WHAT THE TASK ASKS → How many lines of these entries hold the string "Anini"? Reply with the number alone.

GIVEN RECORDS →
· · · · · · ·
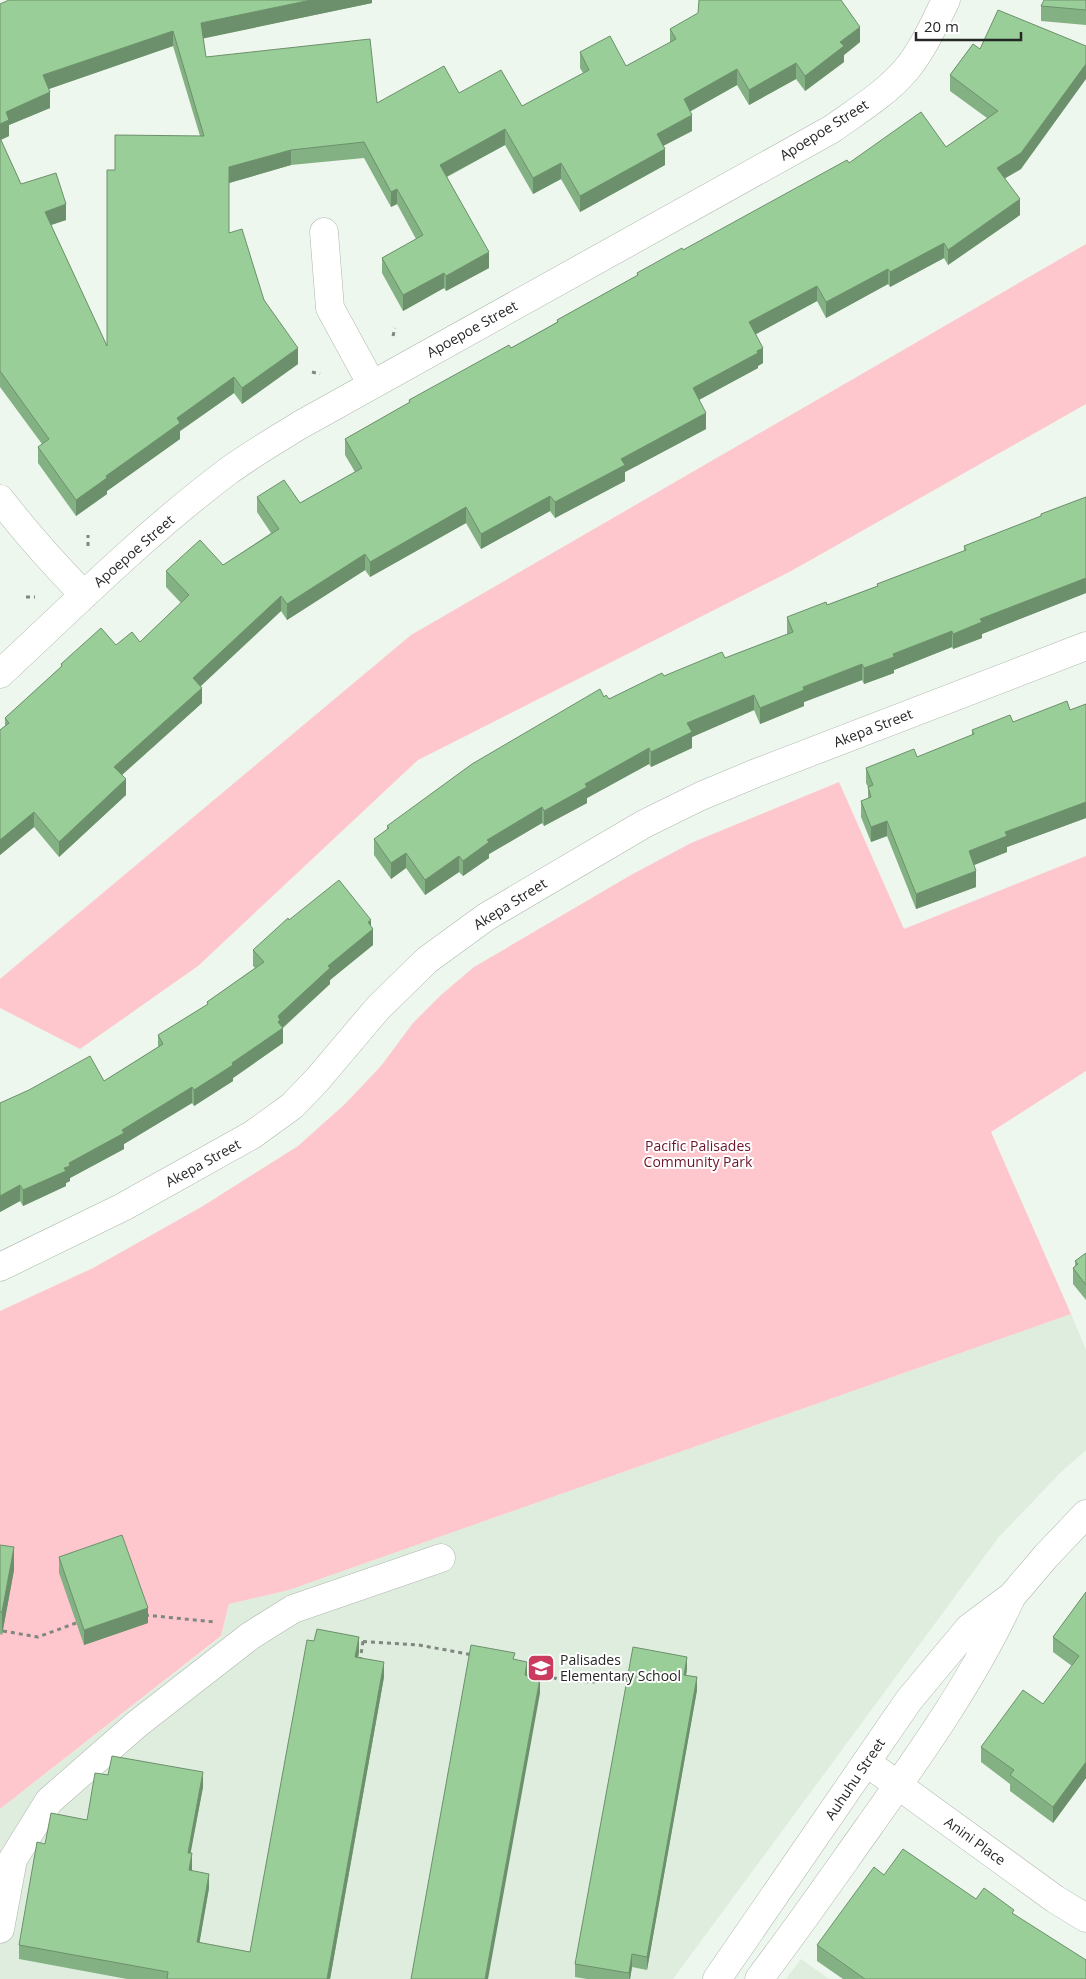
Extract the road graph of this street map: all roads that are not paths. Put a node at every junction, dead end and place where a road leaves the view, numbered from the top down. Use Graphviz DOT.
graph roads {
  1 [pos="946,0"];
  2 [pos="324,232"];
  3 [pos="372,385"];
  4 [pos="0,499"];
  5 [pos="84,595"];
  6 [pos="1086,646"];
  7 [pos="0,674"];
  8 [pos="0,1267"];
  9 [pos="1086,1514"];
  10 [pos="441,1558"];
  11 [pos="1012,1596"];
  12 [pos="866,1762"];
  13 [pos="898,1785"];
  14 [pos="1086,1918"];
  15 [pos="0,1929"];
  16 [pos="739,1949"];
  17 [pos="766,1976"];
  18 [pos="717,1979"];
  1 -- 3 [label="street, Apoepoe Street"];
  2 -- 3 [label="street"];
  3 -- 5 [label="street, Apoepoe Street"];
  4 -- 5 [label="street"];
  5 -- 7 [label="street, Apoepoe Street"];
  6 -- 8 [label="street, Akepa Street"];
  9 -- 11 [label="street, Auhuhu Street"];
  10 -- 15 [label="street"];
  11 -- 12 [label="street, Auhuhu Street"];
  11 -- 13 [label="street, Auhuhu Street"];
  12 -- 13 [label="street, Anini Place"];
  12 -- 16 [label="street, Auhuhu Street"];
  13 -- 14 [label="street, Anini Place"];
  13 -- 17 [label="street, Auhuhu Street"];
  16 -- 17 [label="street"];
  16 -- 18 [label="street, Auhuhu Street"];
}
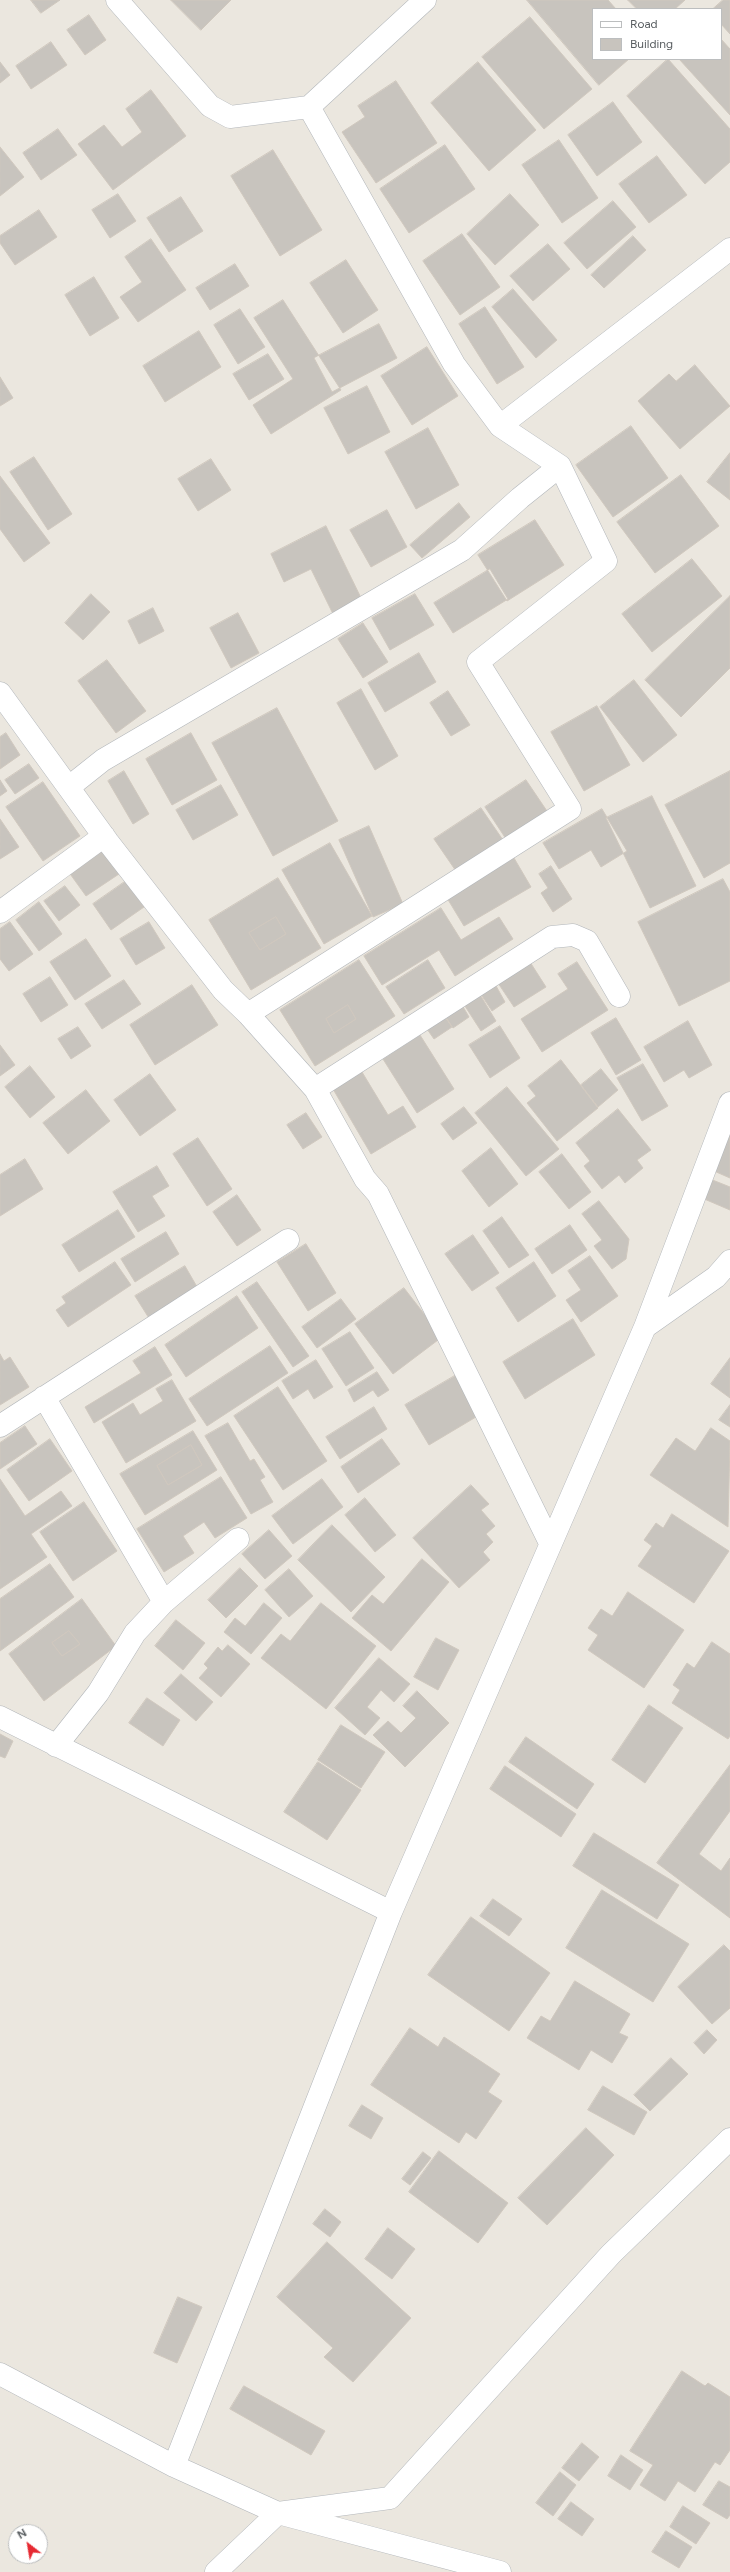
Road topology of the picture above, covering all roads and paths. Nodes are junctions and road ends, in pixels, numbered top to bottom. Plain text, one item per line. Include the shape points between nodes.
1 (117, 0) edge
2 (425, 0) edge
3 (308, 107) junction
4 (730, 248) edge
5 (500, 426) junction
6 (560, 466) junction
7 (0, 693) edge
8 (69, 787) junction
9 (104, 836) junction
10 (0, 912) edge
11 (619, 996) dead end
12 (248, 1014) junction
13 (315, 1089) junction
14 (730, 1103) edge
15 (288, 1240) dead end
16 (730, 1261) edge
17 (645, 1327) junction
18 (44, 1397) junction
19 (0, 1426) edge
20 (238, 1539) dead end
21 (550, 1543) junction
22 (164, 1602) junction
23 (0, 1717) edge
24 (56, 1746) junction
25 (391, 1912) junction
26 (730, 2139) edge
27 (0, 2374) edge
28 (174, 2466) junction
29 (278, 2513) junction
30 (216, 2572) edge
31 (500, 2572) edge

1 - 3 street via 210,106 230,117
2 - 3 street
3 - 5 street via 454,364
4 - 5 street
5 - 6 street
6 - 8 street via 462,550 103,760
6 - 12 street via 606,561 478,662 570,809
7 - 8 street
8 - 9 street
9 - 10 street
9 - 12 street via 223,990
11 - 13 street via 586,941 573,935 552,937
12 - 13 street
13 - 21 street via 365,1179 378,1194
14 - 17 street
15 - 18 street
16 - 17 street via 710,1281
17 - 21 street
18 - 19 street
18 - 22 street
20 - 22 street
21 - 25 street
22 - 24 street via 135,1632 98,1693
23 - 24 street
24 - 25 street
25 - 28 street
26 - 29 street via 611,2254 390,2498
27 - 28 street
28 - 29 street
29 - 30 street
29 - 31 street

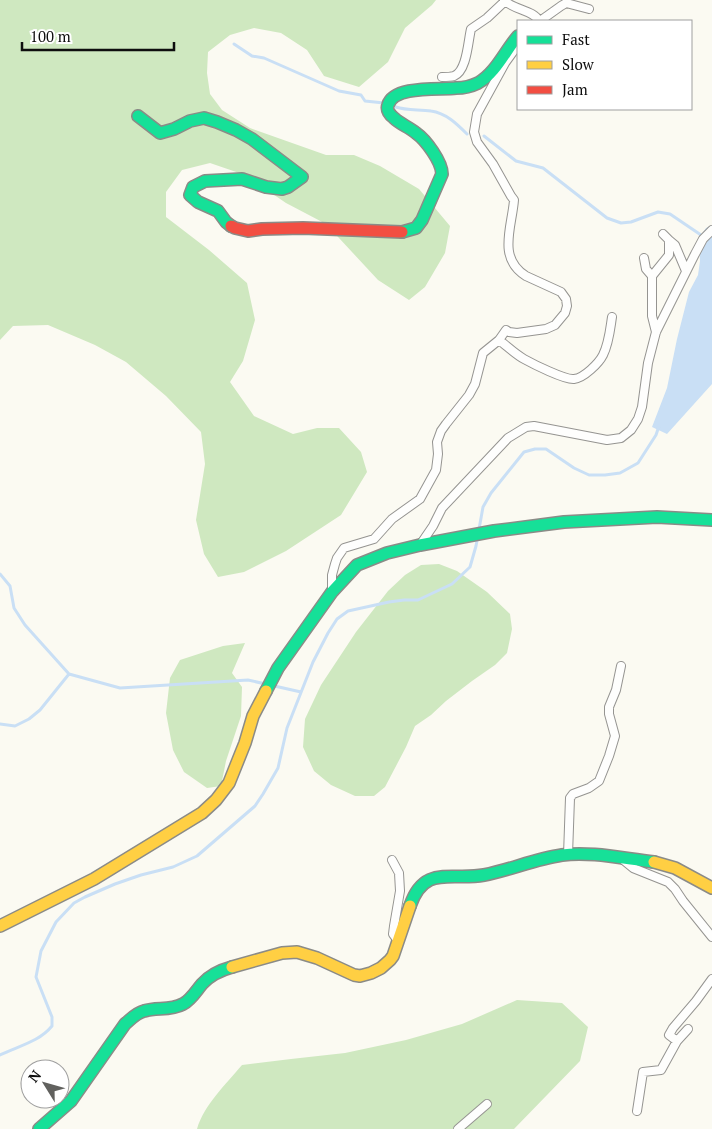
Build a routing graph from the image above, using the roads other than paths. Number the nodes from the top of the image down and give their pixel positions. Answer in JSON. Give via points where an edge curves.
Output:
{"nodes":[{"id":1,"x":504,"y":1,"type":"edge"},
{"id":2,"x":589,"y":9,"type":"dead end"},
{"id":3,"x":540,"y":20,"type":"edge"},
{"id":4,"x":541,"y":20,"type":"edge"},
{"id":5,"x":517,"y":37,"type":"edge"},
{"id":6,"x":517,"y":46,"type":"edge"},
{"id":7,"x":442,"y":77,"type":"dead end"},
{"id":8,"x":138,"y":116,"type":"dead end"},
{"id":9,"x":712,"y":230,"type":"edge"},
{"id":10,"x":644,"y":258,"type":"dead end"},
{"id":11,"x":686,"y":271,"type":"junction"},
{"id":12,"x":652,"y":276,"type":"junction"},
{"id":13,"x":612,"y":317,"type":"dead end"},
{"id":14,"x":656,"y":332,"type":"junction"},
{"id":15,"x":499,"y":340,"type":"junction"},
{"id":16,"x":712,"y":520,"type":"edge"},
{"id":17,"x":420,"y":545,"type":"junction"},
{"id":18,"x":332,"y":592,"type":"junction"},
{"id":19,"x":621,"y":666,"type":"dead end"},
{"id":20,"x":568,"y":855,"type":"junction"},
{"id":21,"x":620,"y":858,"type":"junction"},
{"id":22,"x":392,"y":860,"type":"dead end"},
{"id":23,"x":712,"y":888,"type":"edge"},
{"id":24,"x":0,"y":926,"type":"edge"},
{"id":25,"x":712,"y":937,"type":"edge"},
{"id":26,"x":398,"y":942,"type":"junction"},
{"id":27,"x":712,"y":979,"type":"edge"},
{"id":28,"x":688,"y":1029,"type":"dead end"},
{"id":29,"x":677,"y":1042,"type":"junction"},
{"id":30,"x":487,"y":1104,"type":"dead end"},
{"id":31,"x":637,"y":1111,"type":"dead end"},
{"id":32,"x":39,"y":1129,"type":"edge"},
{"id":33,"x":458,"y":1129,"type":"edge"}],
"edges":[{"from":1,"to":3,"type":"street"},
{"from":1,"to":7,"type":"street","via":[[471,29],[462,70],[455,76]]},
{"from":2,"to":4,"type":"street","via":[[566,3]]},
{"from":5,"to":8,"type":"street","via":[[483,80],[462,88],[413,90],[398,94],[388,104],[391,115],[420,135],[442,168],[422,220],[416,228],[402,232],[312,228],[248,231],[235,228],[218,211],[190,195],[193,187],[205,181],[242,179],[266,188],[282,189],[302,177],[252,139],[217,122],[204,118],[160,134]]},
{"from":6,"to":15,"type":"street","via":[[477,114],[474,132],[514,200],[508,245],[513,263],[522,273],[561,292],[567,306],[555,325],[517,333],[506,330]]},
{"from":9,"to":11,"type":"street","via":[[703,239]]},
{"from":10,"to":12,"type":"street","via":[[646,270]]},
{"from":11,"to":12,"type":"street","via":[[675,245],[666,237],[669,254]]},
{"from":11,"to":14,"type":"street"},
{"from":12,"to":14,"type":"street","via":[[652,316]]},
{"from":13,"to":15,"type":"street","via":[[602,357],[586,374],[575,379],[524,359]]},
{"from":14,"to":17,"type":"street","via":[[642,407],[631,430],[621,438],[607,440],[526,427],[508,438],[442,508]]},
{"from":15,"to":18,"type":"street","via":[[483,353],[475,384],[441,431],[436,470],[420,499],[392,519],[374,538],[344,548],[335,564]]},
{"from":16,"to":17,"type":"street","via":[[613,518],[564,522]]},
{"from":17,"to":18,"type":"street","via":[[386,553],[357,565]]},
{"from":18,"to":24,"type":"street","via":[[278,668],[254,716],[229,782],[216,800],[202,813],[94,879]]},
{"from":19,"to":20,"type":"street","via":[[609,707],[615,736],[606,764],[599,781],[570,798]]},
{"from":20,"to":21,"type":"street"},
{"from":20,"to":26,"type":"street","via":[[477,876],[442,876],[429,880],[414,894]]},
{"from":21,"to":23,"type":"street","via":[[675,868]]},
{"from":21,"to":25,"type":"street","via":[[633,868],[668,882]]},
{"from":22,"to":26,"type":"street","via":[[400,873],[394,926]]},
{"from":26,"to":32,"type":"street","via":[[387,964],[380,970],[362,975],[354,975],[303,953],[290,952],[220,972],[209,978],[190,1000],[177,1007],[137,1012],[70,1101]]},
{"from":27,"to":29,"type":"street","via":[[669,1035]]},
{"from":28,"to":29,"type":"street"},
{"from":29,"to":31,"type":"street","via":[[661,1070],[642,1072]]},
{"from":30,"to":33,"type":"street"}]}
· · · · · · ·
TASK SOLUTION → 2